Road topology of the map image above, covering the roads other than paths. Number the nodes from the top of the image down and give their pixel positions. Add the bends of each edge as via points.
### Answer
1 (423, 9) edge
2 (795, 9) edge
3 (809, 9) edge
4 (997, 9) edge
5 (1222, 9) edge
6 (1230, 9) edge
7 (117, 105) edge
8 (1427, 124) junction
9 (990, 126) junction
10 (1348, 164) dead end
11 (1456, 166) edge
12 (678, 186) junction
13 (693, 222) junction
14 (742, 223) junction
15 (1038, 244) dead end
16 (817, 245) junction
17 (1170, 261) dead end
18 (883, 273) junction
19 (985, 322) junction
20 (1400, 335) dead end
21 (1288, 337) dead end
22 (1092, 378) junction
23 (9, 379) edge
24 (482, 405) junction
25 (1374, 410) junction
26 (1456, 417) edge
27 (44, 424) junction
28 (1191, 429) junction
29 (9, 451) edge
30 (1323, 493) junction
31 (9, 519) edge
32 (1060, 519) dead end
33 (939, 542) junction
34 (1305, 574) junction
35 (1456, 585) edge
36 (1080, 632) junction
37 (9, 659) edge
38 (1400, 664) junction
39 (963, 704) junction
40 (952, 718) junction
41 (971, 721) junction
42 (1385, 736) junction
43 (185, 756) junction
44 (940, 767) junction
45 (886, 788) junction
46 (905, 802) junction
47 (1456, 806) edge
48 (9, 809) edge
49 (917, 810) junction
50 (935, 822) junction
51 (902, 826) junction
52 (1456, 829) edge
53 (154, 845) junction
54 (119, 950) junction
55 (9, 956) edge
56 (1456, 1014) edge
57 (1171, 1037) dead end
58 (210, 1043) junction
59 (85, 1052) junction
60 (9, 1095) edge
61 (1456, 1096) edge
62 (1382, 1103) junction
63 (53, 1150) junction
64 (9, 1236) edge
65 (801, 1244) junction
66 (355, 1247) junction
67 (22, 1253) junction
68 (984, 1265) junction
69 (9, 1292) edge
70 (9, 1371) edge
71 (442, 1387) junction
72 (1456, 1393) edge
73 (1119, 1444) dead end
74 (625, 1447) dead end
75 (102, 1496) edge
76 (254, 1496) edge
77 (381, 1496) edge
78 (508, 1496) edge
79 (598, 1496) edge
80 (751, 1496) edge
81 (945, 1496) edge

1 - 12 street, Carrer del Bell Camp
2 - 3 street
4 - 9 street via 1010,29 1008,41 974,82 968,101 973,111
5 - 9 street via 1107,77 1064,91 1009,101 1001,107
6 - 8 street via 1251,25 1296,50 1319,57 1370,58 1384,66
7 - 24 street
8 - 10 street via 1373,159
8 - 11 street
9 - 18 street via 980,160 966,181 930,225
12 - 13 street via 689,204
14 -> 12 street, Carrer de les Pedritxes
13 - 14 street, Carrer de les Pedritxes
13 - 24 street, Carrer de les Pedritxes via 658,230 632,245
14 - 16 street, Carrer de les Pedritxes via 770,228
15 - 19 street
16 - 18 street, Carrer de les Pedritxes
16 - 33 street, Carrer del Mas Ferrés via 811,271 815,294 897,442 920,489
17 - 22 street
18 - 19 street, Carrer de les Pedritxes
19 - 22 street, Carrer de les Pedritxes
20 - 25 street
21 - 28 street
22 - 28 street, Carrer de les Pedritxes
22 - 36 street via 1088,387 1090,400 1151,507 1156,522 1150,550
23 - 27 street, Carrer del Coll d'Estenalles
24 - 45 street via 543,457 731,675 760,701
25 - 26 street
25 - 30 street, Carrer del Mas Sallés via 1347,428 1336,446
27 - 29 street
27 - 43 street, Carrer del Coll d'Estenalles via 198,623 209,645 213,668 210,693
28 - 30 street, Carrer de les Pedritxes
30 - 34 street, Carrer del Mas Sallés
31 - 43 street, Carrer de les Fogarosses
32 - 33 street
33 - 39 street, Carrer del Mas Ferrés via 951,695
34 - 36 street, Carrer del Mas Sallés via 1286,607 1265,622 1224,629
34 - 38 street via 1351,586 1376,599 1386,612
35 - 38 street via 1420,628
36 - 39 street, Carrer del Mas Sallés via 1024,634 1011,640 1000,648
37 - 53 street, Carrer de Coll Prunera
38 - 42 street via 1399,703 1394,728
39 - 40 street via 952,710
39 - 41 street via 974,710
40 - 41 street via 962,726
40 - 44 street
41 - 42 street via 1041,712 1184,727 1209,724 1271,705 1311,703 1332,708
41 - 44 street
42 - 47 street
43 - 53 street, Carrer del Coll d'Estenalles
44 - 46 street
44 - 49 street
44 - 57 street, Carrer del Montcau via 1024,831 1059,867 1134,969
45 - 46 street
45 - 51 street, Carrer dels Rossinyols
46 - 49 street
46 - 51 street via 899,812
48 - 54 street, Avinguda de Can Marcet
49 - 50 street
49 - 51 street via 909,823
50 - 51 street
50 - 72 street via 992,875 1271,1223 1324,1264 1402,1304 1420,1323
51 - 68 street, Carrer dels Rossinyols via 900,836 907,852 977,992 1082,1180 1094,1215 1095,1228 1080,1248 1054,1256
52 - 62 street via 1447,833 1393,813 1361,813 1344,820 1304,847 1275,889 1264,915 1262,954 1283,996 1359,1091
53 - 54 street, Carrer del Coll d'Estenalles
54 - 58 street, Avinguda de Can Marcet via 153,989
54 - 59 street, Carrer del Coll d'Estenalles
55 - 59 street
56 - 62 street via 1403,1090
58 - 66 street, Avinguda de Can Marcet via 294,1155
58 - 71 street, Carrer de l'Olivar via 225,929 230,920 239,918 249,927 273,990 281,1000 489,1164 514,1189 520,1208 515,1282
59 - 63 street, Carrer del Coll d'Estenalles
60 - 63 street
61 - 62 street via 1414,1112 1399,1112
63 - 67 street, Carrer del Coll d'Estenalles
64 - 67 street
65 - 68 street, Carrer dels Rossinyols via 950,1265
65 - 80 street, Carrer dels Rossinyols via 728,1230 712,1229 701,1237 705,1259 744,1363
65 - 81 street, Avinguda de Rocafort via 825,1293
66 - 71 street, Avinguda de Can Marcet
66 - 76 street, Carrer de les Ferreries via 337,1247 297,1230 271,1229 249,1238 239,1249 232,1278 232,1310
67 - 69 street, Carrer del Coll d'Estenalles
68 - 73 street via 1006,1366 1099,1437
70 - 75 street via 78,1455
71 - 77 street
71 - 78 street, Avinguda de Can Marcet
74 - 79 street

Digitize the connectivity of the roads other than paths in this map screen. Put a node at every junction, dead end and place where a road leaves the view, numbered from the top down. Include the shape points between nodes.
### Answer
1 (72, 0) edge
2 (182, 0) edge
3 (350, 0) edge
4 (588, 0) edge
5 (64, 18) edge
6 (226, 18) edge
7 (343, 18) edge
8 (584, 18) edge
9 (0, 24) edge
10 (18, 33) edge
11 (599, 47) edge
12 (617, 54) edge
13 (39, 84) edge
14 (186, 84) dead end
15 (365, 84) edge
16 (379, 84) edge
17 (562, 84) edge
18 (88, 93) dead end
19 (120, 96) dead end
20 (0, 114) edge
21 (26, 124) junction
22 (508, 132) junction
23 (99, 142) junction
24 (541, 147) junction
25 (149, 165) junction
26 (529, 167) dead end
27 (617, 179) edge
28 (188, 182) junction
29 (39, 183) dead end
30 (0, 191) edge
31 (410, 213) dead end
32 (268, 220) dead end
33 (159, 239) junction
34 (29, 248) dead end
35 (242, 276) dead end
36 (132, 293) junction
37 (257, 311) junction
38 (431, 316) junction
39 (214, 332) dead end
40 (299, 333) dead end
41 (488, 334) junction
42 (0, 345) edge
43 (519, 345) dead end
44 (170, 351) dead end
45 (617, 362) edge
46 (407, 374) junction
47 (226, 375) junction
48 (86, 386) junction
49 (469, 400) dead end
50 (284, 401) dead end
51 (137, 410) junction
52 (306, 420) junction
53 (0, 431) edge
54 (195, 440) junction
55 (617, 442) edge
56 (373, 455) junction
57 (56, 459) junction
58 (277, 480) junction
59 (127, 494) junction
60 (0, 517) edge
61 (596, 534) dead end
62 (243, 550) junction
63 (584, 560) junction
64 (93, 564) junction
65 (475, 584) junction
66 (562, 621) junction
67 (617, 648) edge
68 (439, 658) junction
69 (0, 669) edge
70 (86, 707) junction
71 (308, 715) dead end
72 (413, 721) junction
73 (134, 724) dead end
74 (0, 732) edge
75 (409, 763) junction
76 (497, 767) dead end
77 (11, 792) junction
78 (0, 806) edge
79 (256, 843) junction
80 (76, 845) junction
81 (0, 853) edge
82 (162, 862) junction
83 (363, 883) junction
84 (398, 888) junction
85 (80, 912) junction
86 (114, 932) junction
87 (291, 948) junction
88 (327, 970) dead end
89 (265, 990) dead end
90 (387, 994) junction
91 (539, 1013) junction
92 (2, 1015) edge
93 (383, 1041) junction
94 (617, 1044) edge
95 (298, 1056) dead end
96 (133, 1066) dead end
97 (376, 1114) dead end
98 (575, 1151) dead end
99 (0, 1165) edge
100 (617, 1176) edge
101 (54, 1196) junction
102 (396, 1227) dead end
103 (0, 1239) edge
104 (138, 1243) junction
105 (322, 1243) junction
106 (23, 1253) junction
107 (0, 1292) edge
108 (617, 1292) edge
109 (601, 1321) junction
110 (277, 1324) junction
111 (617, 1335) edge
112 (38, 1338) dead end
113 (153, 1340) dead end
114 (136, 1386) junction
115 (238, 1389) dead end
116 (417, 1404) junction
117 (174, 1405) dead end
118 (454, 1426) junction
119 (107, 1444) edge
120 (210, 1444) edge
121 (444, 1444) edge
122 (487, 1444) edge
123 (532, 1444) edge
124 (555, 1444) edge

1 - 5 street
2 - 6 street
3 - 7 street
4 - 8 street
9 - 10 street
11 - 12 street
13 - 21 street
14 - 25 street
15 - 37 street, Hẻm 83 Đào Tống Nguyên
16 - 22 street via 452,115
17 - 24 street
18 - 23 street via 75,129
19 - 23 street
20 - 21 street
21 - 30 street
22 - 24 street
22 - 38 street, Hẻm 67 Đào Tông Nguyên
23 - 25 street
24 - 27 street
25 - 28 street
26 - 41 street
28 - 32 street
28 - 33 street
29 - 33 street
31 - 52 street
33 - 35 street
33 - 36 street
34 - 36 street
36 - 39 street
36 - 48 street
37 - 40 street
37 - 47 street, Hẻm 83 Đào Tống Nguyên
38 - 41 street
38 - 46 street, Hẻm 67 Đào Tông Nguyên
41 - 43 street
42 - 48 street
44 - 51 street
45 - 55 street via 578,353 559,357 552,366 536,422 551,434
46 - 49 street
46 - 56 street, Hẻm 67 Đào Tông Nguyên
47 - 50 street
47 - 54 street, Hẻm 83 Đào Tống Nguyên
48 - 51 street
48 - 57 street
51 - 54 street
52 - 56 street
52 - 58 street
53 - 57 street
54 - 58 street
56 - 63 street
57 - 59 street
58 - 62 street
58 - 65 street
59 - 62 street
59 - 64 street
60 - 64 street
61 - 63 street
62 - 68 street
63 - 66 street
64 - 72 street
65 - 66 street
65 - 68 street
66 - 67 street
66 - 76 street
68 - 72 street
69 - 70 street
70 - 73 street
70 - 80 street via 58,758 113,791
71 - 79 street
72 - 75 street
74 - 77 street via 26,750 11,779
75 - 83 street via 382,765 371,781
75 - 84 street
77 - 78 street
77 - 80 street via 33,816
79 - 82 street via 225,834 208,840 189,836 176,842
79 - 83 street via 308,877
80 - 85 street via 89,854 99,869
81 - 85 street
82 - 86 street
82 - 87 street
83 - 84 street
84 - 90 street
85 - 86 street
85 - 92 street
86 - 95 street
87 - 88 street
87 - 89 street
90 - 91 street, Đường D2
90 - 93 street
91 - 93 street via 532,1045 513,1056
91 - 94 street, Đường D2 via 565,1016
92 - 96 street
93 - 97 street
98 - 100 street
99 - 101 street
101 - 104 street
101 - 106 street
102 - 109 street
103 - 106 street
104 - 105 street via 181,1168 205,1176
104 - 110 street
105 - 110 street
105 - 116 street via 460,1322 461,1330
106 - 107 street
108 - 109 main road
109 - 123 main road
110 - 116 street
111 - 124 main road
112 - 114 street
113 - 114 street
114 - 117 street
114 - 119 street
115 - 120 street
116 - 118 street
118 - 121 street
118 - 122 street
==========
**What this task involves**
Give the count of lines that hold the word "down" in the listing above, with no other text.

**Your solution**
2